Task brief:
Return every line of the records that includes the string "from".

Stored items:
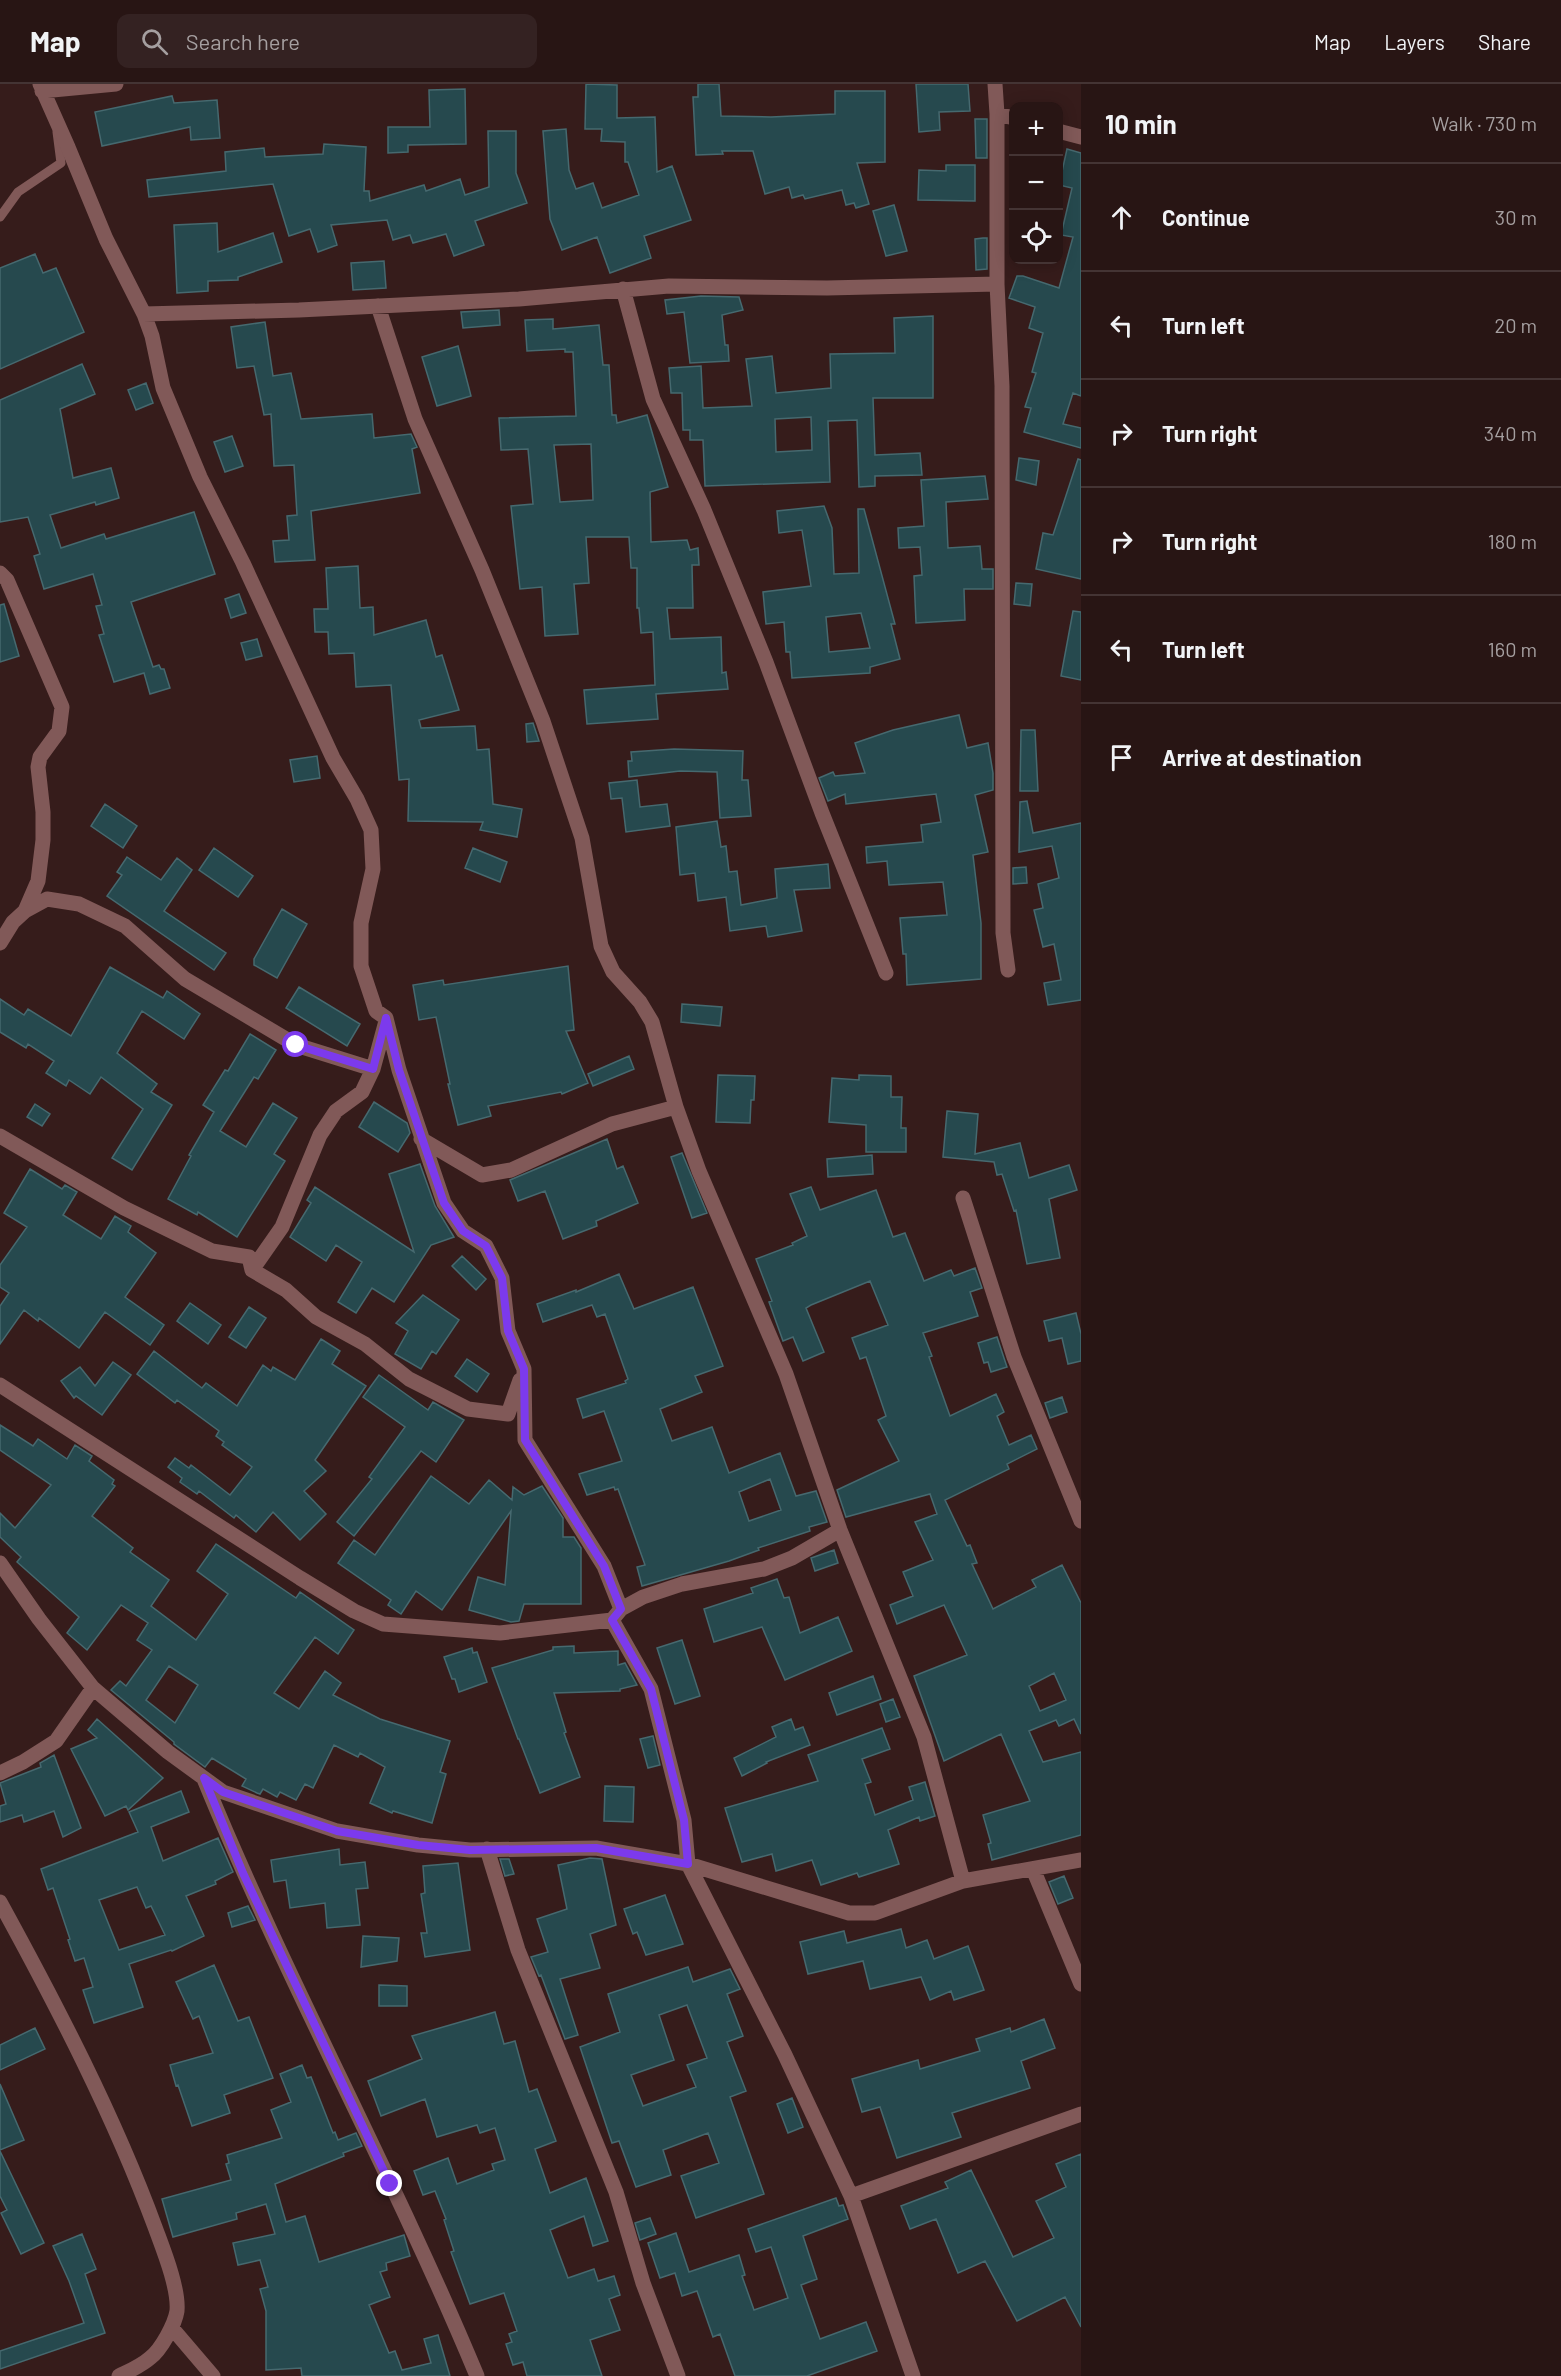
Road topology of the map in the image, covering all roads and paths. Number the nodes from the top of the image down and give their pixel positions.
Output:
1 (116, 84) edge
2 (995, 84) edge
3 (41, 87) edge
4 (997, 114) junction
5 (54, 116) junction
6 (1009, 117) edge
7 (1063, 132) edge
8 (1081, 137) edge
9 (0, 217) edge
10 (997, 284) junction
11 (623, 289) junction
12 (378, 306) junction
13 (144, 314) junction
14 (0, 573) edge
15 (25, 911) junction
16 (0, 942) edge
17 (1008, 970) dead end
18 (886, 974) dead end
19 (386, 1018) junction
20 (373, 1069) junction
21 (676, 1107) junction
22 (0, 1136) edge
23 (421, 1138) junction
24 (963, 1198) dead end
25 (252, 1270) junction
26 (524, 1369) junction
27 (0, 1385) edge
28 (508, 1414) junction
29 (525, 1440) junction
30 (1081, 1521) edge
31 (840, 1530) junction
32 (0, 1563) edge
33 (617, 1614) junction
34 (93, 1688) junction
35 (0, 1773) edge
36 (204, 1778) junction
37 (487, 1849) junction
38 (1081, 1860) edge
39 (688, 1864) junction
40 (1033, 1869) junction
41 (963, 1881) junction
42 (0, 1902) edge
43 (1081, 1984) edge
44 (1081, 2114) edge
45 (851, 2196) junction
46 (172, 2328) junction
47 (119, 2376) edge
48 (213, 2376) edge
49 (477, 2376) edge
50 (678, 2376) edge
51 (913, 2376) edge

1 - 3 street
2 - 4 street
3 - 5 street
4 - 6 street
4 - 10 street
5 - 9 lane
5 - 13 street
7 - 8 street
10 - 11 street
10 - 17 street
11 - 12 street
11 - 18 street
12 - 13 street
12 - 21 street
13 - 19 street
14 - 15 street
15 - 16 street
15 - 20 street
19 - 20 street
19 - 23 street
20 - 25 street
21 - 23 street
21 - 31 street
22 - 25 street
23 - 26 street
24 - 30 street
25 - 28 street
26 - 28 street
26 - 29 street
27 - 33 street
28 - 29 street
29 - 33 street
31 - 33 street
31 - 41 street
32 - 34 street
33 - 39 street
34 - 35 street
34 - 36 street
36 - 37 street
36 - 49 street
37 - 39 street
37 - 50 street
38 - 40 street
39 - 41 street
39 - 45 street
40 - 41 street
40 - 43 street
42 - 46 street
44 - 45 street
45 - 51 street
46 - 47 street
46 - 48 street

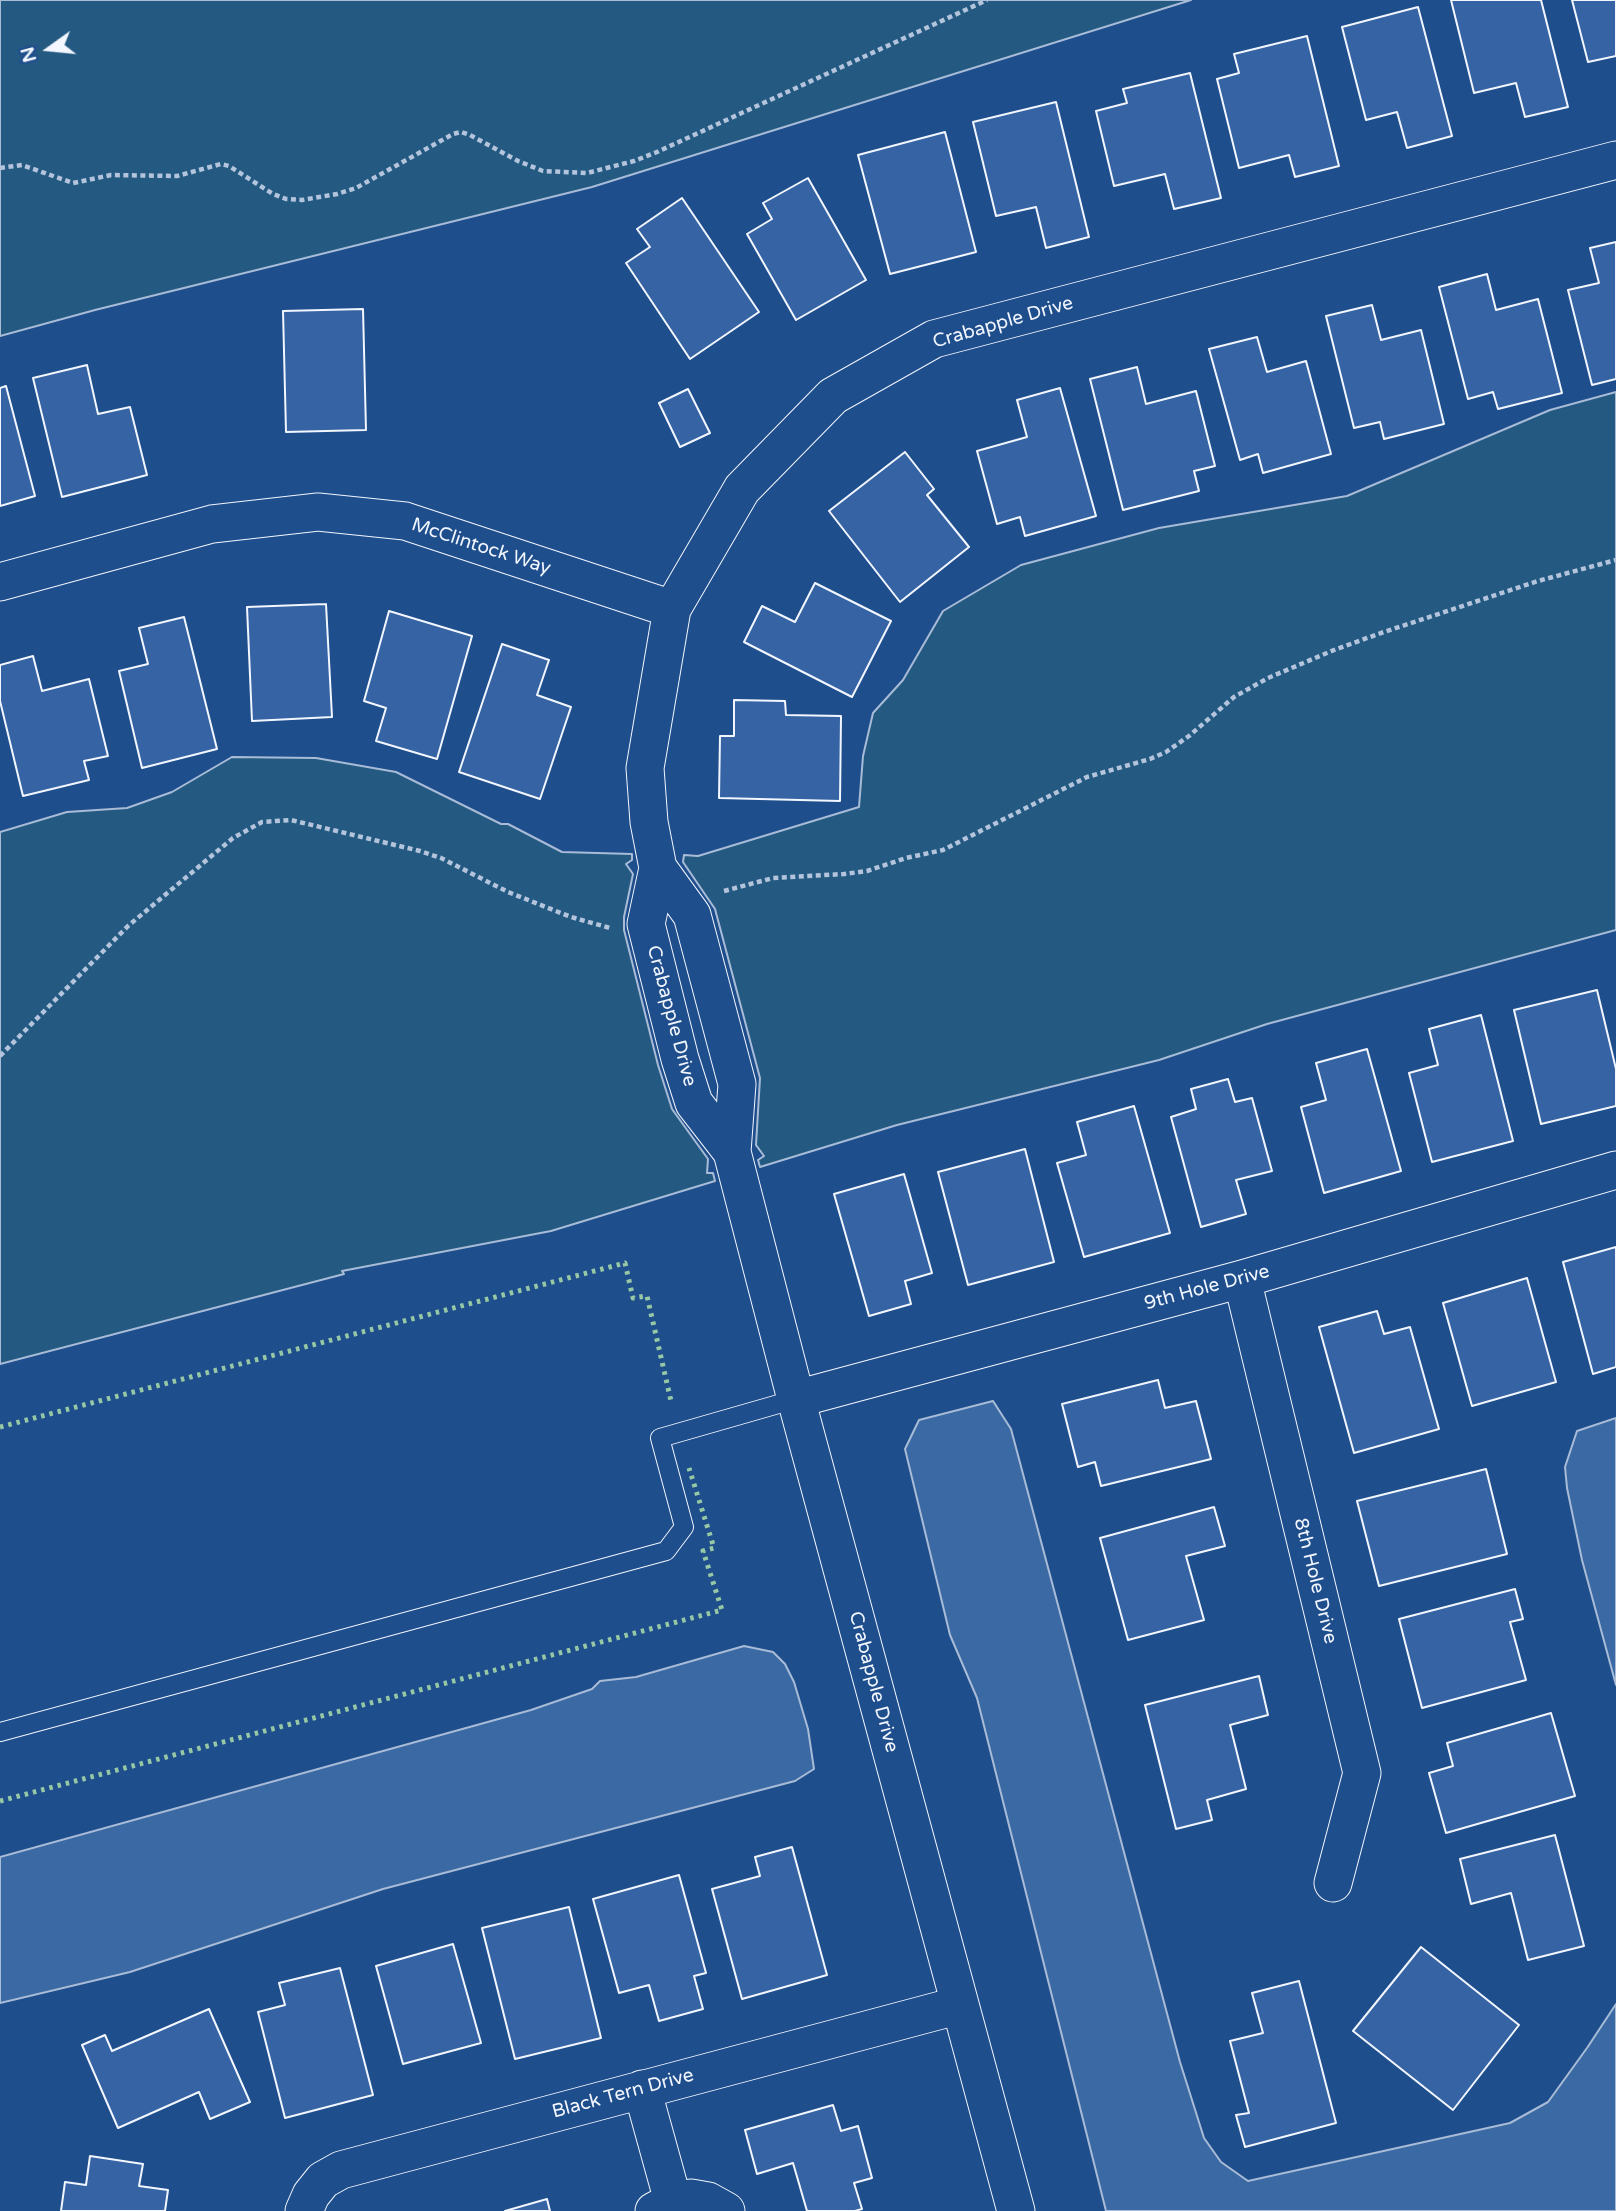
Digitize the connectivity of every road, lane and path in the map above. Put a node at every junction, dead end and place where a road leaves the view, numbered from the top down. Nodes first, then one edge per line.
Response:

Expected output:
Road topology of the map in the image, covering all roads and paths. Number the nodes from the top of the image down and give their pixel positions.
Digitize the connectivity of every road, lane and path in the map above. Put a node at every junction, dead end and place where a road leaves the view, numbered from the top down. Nodes first, then one edge per line.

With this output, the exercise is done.